6. Willing to adhere to and comply with all prohibitions and restrictions specified in the protocol.
7. Patient must have signed an informed consent document indicating that the patient understands the purpose of and procedures required for the study and is willing to participate in the study.
8. English and Non-English speaking patients will be allowed

Exclusion Criteria:

1. Uncontrolled infection not adequately responding to appropriate antibiotics
2. New York Heart Association (NYHA) Class III or IV congestive heart failure or LVEF \<50% by echocardiogram or multigated acquisition (MUGA) scan.

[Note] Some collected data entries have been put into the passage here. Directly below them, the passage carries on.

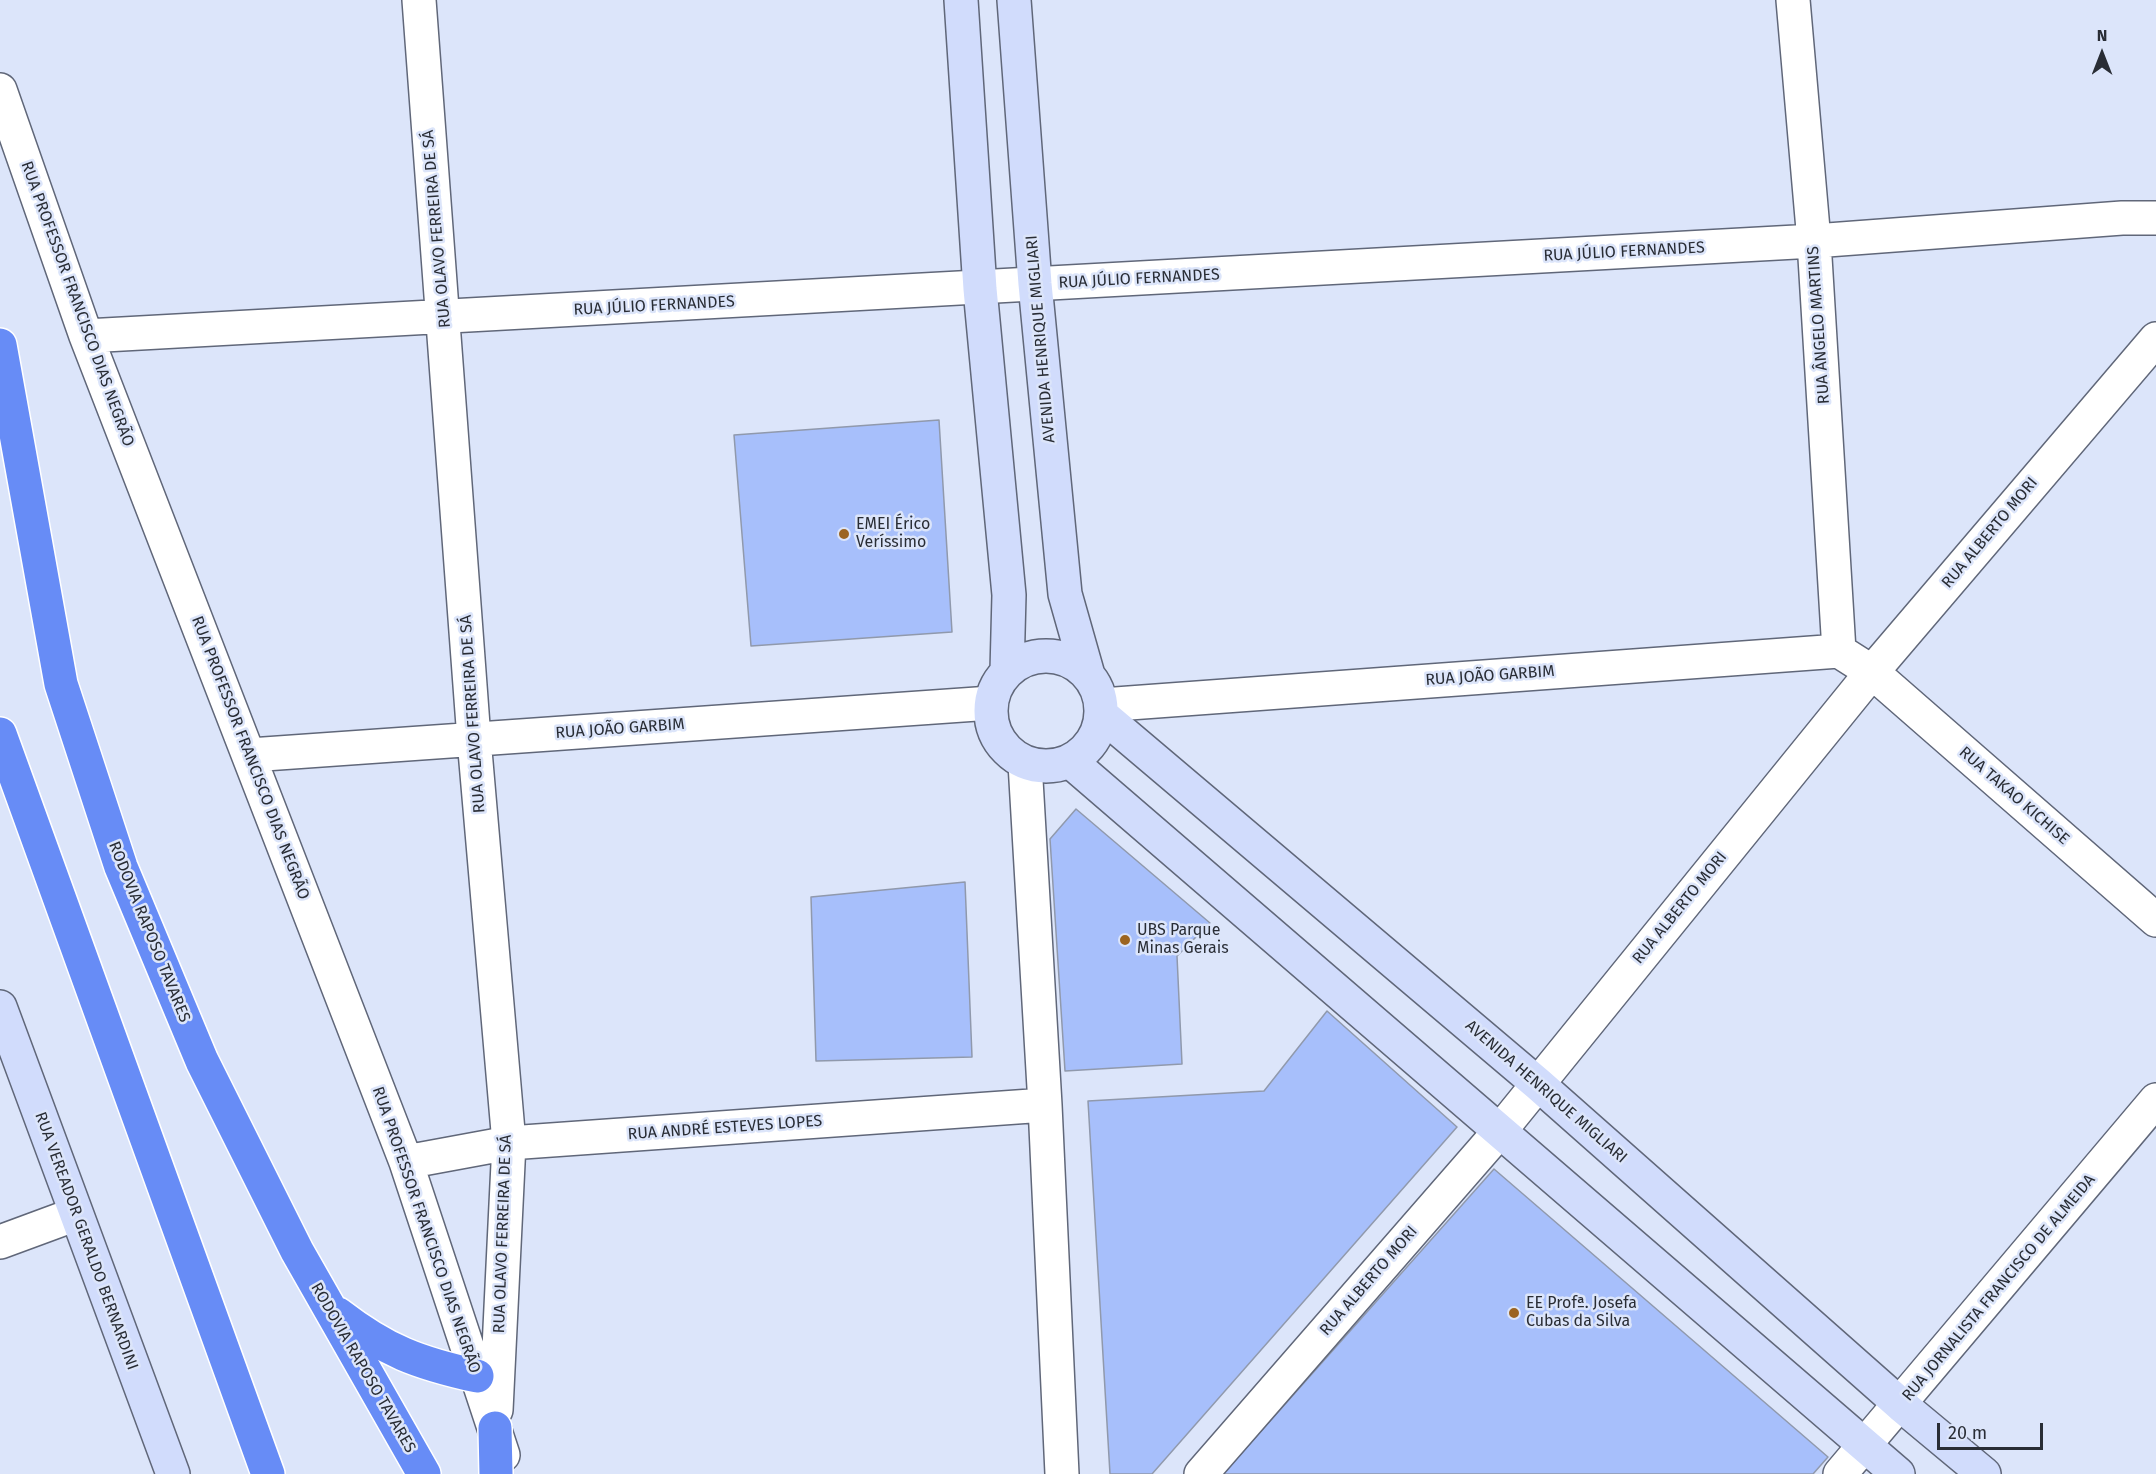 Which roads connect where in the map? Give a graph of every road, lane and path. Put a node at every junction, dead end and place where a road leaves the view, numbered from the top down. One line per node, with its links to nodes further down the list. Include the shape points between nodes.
1 (419, 0): 10 (street, RUA OLAVO FERREIRA DE SÁ)
2 (961, 0): 9 (street)
3 (1014, 0): 8 (street, AVENIDA HENRIQUE MIGLIARI)
4 (1793, 0): 7 (street, RUA ÂNGELO MARTINS)
5 (0, 90): 11 (street, RUA PROFESSOR FRANCISCO DIAS NEGRÃO)
6 (2156, 218): 7 (street, RUA JÚLIO FERNANDES)
7 (1814, 241): 8 (street, RUA JÚLIO FERNANDES); 14 (street, RUA ÂNGELO MARTINS)
8 (1035, 285): 9 (street, RUA JÚLIO FERNANDES); 17 (street, AVENIDA HENRIQUE MIGLIARI, via 1065,594)
9 (980, 289): 10 (street, RUA JÚLIO FERNANDES); 15 (street, via 1009,595)
10 (444, 318): 11 (street, RUA JÚLIO FERNANDES); 21 (street, RUA OLAVO FERREIRA DE SÁ)
11 (86, 336): 22 (street, RUA PROFESSOR FRANCISCO DIAS NEGRÃO)
12 (2156, 339): 16 (street, RUA ALBERTO MORI)
13 (0, 345): 35 (highway, RODOVIA RAPOSO TAVARES, via 61,684 121,867 202,1061)
14 (1839, 651): 16 (street); 19 (street, RUA JOÃO GARBIM)
15 (1008, 671): 17 (street, via 1023,660 1040,656 1075,663); 18 (street, via 997,685)
16 (1872, 672): 25 (street, RUA TAKAO KICHISE); 27 (street, RUA ALBERTO MORI)
17 (1088, 675): 19 (street, via 1098,689)
18 (991, 703): 21 (street, RUA JOÃO GARBIM); 24 (street, via 991,721 998,739 1009,753)
19 (1102, 710): 23 (street, via 1095,739); 27 (street, AVENIDA HENRIQUE MIGLIARI)
20 (0, 734): 41 (highway)
21 (474, 739): 22 (street, RUA JOÃO GARBIM); 31 (street, RUA OLAVO FERREIRA DE SÁ)
22 (250, 755): 32 (street, RUA PROFESSOR FRANCISCO DIAS NEGRÃO)
23 (1070, 761): 24 (street, via 1041,767); 30 (street)
24 (1025, 763): 29 (street)
25 (2156, 920)
26 (0, 1007): 33 (street, RUA VEREADOR GERALDO BERNARDINI)
27 (1538, 1084): 30 (street, RUA ALBERTO MORI); 37 (street, AVENIDA HENRIQUE MIGLIARI)
28 (2156, 1100): 37 (street, RUA JORNALISTA FRANCISCO DE ALMEIDA)
29 (1045, 1105): 31 (street, RUA ANDRÉ ESTEVES LOPES); 45 (street)
30 (1499, 1131): 39 (street); 46 (street, RUA ALBERTO MORI)
31 (509, 1143): 32 (street, RUA ANDRÉ ESTEVES LOPES); 38 (street, RUA OLAVO FERREIRA DE SÁ)
32 (406, 1162): 36 (street, RUA PROFESSOR FRANCISCO DIAS NEGRÃO)
33 (76, 1214): 34 (street); 40 (street, RUA VEREADOR GERALDO BERNARDINI)
34 (0, 1242)
35 (329, 1307): 36 (highway, via 371,1339 424,1364); 42 (highway, RODOVIA RAPOSO TAVARES)
36 (477, 1376): 38 (street, RUA PROFESSOR FRANCISCO DIAS NEGRÃO)
37 (1900, 1405): 39 (street, RUA JORNALISTA FRANCISCO DE ALMEIDA); 49 (street, AVENIDA HENRIQUE MIGLIARI)
38 (495, 1428): 43 (highway); 44 (street, RUA PROFESSOR FRANCISCO DIAS NEGRÃO)
39 (1864, 1446): 47 (street, RUA JORNALISTA FRANCISCO DE ALMEIDA); 48 (street)
40 (173, 1474)
41 (268, 1474)
42 (424, 1474)
43 (496, 1474)
44 (508, 1474)
45 (1062, 1474)
46 (1201, 1474)
47 (1840, 1474)
48 (1898, 1474)
49 (1984, 1474)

3. History of myocardial infarction within the last 6 months or unstable/uncontrolled angina pectoris or history of severe and/or uncontrolled ventricular arrhythmias.
4. Female patients who are pregnant or lactating.
5. Patients with reproductive potential who are unwilling to following contraception requirements (including condom use for males with sexual partners, and for females: prescription oral contraceptives \[birth control pills\], contraceptive injections, intrauterine devices \[IUD\], double-barrier method \[spermidical jelly or foam with condoms or diaphragm\], contraceptive patch, or surgical sterilization) throughout the study.
6. Female patients with reproductive potential who do not have a negative urine or blood beta-human chorionic gonadotropin (beta HCG) pregnancy test at screening.
7. Patients receiving any other concurrent investigational agent or chemotherapy, radiotherapy, or immunotherapy.